We hold the mere revealing of an opinion, as to the ultimate outcome of a trial by an otherwise unbiased juror, before submission of the case to the jury, based upon evidence properly received, while not to be condoned, does *938 not, standing alone, constitute such misconduct as to justify the granting of a new trial. There must be a further showing that such conduct prejudiced the outcome of the trial. In the instant case, the affidavits fail to disclose prejudice.

Defendants contend the trial court erroneously instructed the jury on the emergency doctrine:

A person, who is suddenly confronted by an emergency through no negligence of his own and who is compelled to decide instantly how to avoid injury and who makes such a choice as a reasonably careful person placed in such a position might make, is not negligent even though he does not make the wisest choice.

Since an appellate court has authority to affirm on any ground properly raised in a motion for new trial where a new trial has been granted on a specific ground, Larson v. Seattle, 25 Wash. 2d 291, 171 P.2d 212 (1946), defendants contend the trial court could have properly granted a new trial by reason of this alleged error. The gist of defendants' argument is that the doctrine of emergency does not apply where the peril could have been reasonably anticipated by the person claiming the emergency. Since plaintiff knew of the defective brakes, the road was steep and there would be oncoming traffic, defendants contend the emergency could have been anticipated by the plaintiff; therefore, the instruction should not have been given. This argument overlooks the fact defendants knew the brake cylinder was leaking before plaintiff was hired; plaintiff pointed this out to Mr. Rommel just after he was hired and Rommel said he was going to take it in and get it repaired; Mr. Rommel drove the Jeep into town after he told plaintiff he was going to repair the brakes; and therefore, plaintiff assumed the brakes had been repaired. There was a conflict in the testimony on this point. In these circumstances, it was for the jury to determine under the instruction given whether the emergency was one that resulted from plaintiff's own negligence. There was no error in the giving of the instruction.

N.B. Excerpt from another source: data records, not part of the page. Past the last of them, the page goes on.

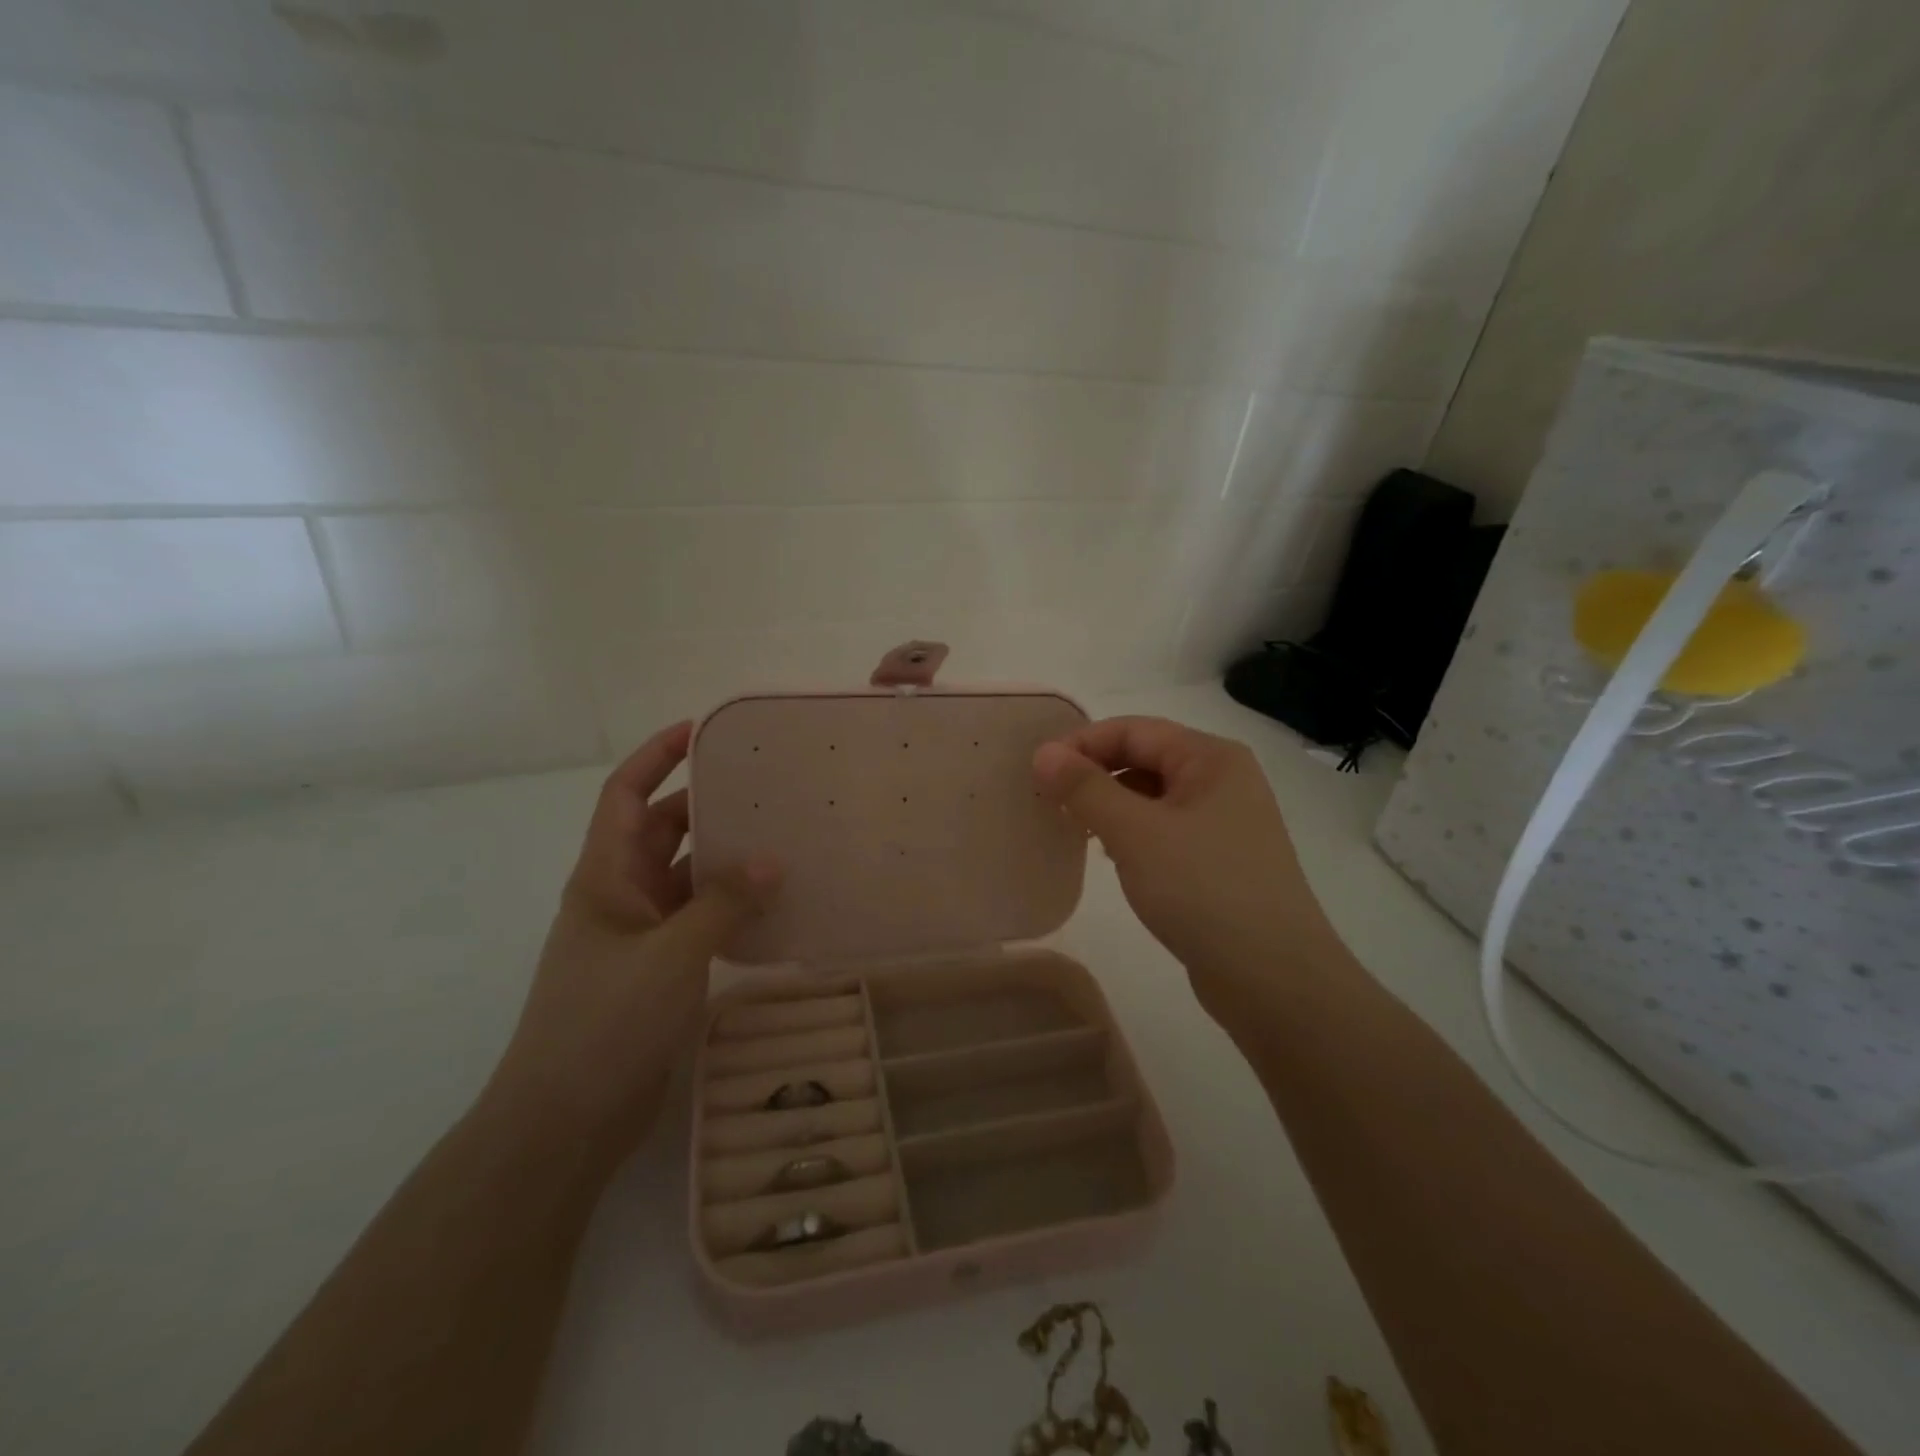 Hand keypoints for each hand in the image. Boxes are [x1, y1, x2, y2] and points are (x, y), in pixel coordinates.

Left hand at [485, 722, 781, 1163]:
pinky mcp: (656, 971)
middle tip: (762, 787)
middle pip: (660, 831)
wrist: (562, 1122)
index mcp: (604, 877)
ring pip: (683, 877)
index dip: (656, 757)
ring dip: (721, 859)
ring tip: (778, 839)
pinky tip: (769, 905)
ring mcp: (637, 936)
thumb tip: (770, 860)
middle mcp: (618, 896)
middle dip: (704, 804)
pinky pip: (696, 920)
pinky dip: (727, 907)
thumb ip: (721, 904)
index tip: (700, 731)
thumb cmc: (603, 1024)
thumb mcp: (669, 955)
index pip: (625, 796)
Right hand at [1032, 716, 1332, 1009]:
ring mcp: (1225, 822)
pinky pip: (1165, 829)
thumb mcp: (1135, 832)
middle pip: (1146, 758)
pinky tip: (1110, 855)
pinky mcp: (1220, 860)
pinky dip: (1132, 833)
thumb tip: (1043, 753)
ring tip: (1073, 827)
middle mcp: (1223, 780)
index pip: (1134, 730)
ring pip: (1153, 796)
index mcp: (1211, 758)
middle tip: (1049, 800)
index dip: (1082, 744)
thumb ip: (1086, 788)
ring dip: (1110, 804)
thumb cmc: (1203, 890)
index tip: (1038, 772)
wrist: (1273, 979)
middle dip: (1095, 773) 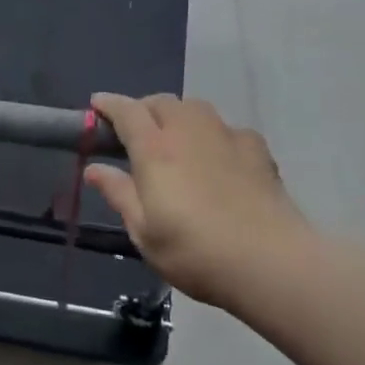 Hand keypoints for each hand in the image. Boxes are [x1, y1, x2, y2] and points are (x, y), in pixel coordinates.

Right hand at [84, 94, 314, 309]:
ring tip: (174, 139)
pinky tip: (217, 156)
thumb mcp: (143, 231)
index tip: (96, 104)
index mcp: (155, 149)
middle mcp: (189, 131)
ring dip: (177, 115)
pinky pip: (226, 129)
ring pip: (195, 108)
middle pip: (162, 102)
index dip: (109, 104)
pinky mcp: (257, 149)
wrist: (270, 262)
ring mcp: (226, 136)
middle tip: (134, 131)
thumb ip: (118, 193)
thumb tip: (94, 169)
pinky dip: (213, 134)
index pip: (127, 111)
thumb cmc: (194, 251)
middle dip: (143, 108)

[3] Defendants also contend the trial court should have *939 granted a new trial based upon its refusal to give defendants' requested instruction No. 8. This instruction in essence would have told the jury it could not award damages for injuries resulting from an independent intervening act of the plaintiff, since such act would break the chain of proximate causation and supersede the original negligence. The request for this instruction was based upon evidence that plaintiff pushed the Jeep back onto its wheels from an upside down condition and that such act could have proximately caused the low back injury which he sustained, and further, that plaintiff did not follow medical advice. This theory was adequately covered under the instructions given; it could have been argued to the jury. It was not error to refuse to give the requested instruction. Simpson Timber Co. v. Ljutic Indus., Inc., 1 Wash. App. 631, 641, 463 P.2d 243 (1969).

Accordingly, the order granting a new trial is reversed, with instructions to enter judgment upon the verdict in favor of plaintiff.

EVANS, C.J., and MUNSON, J., concur.

Petition for rehearing denied February 3, 1971.

Review denied by Supreme Court March 2, 1971.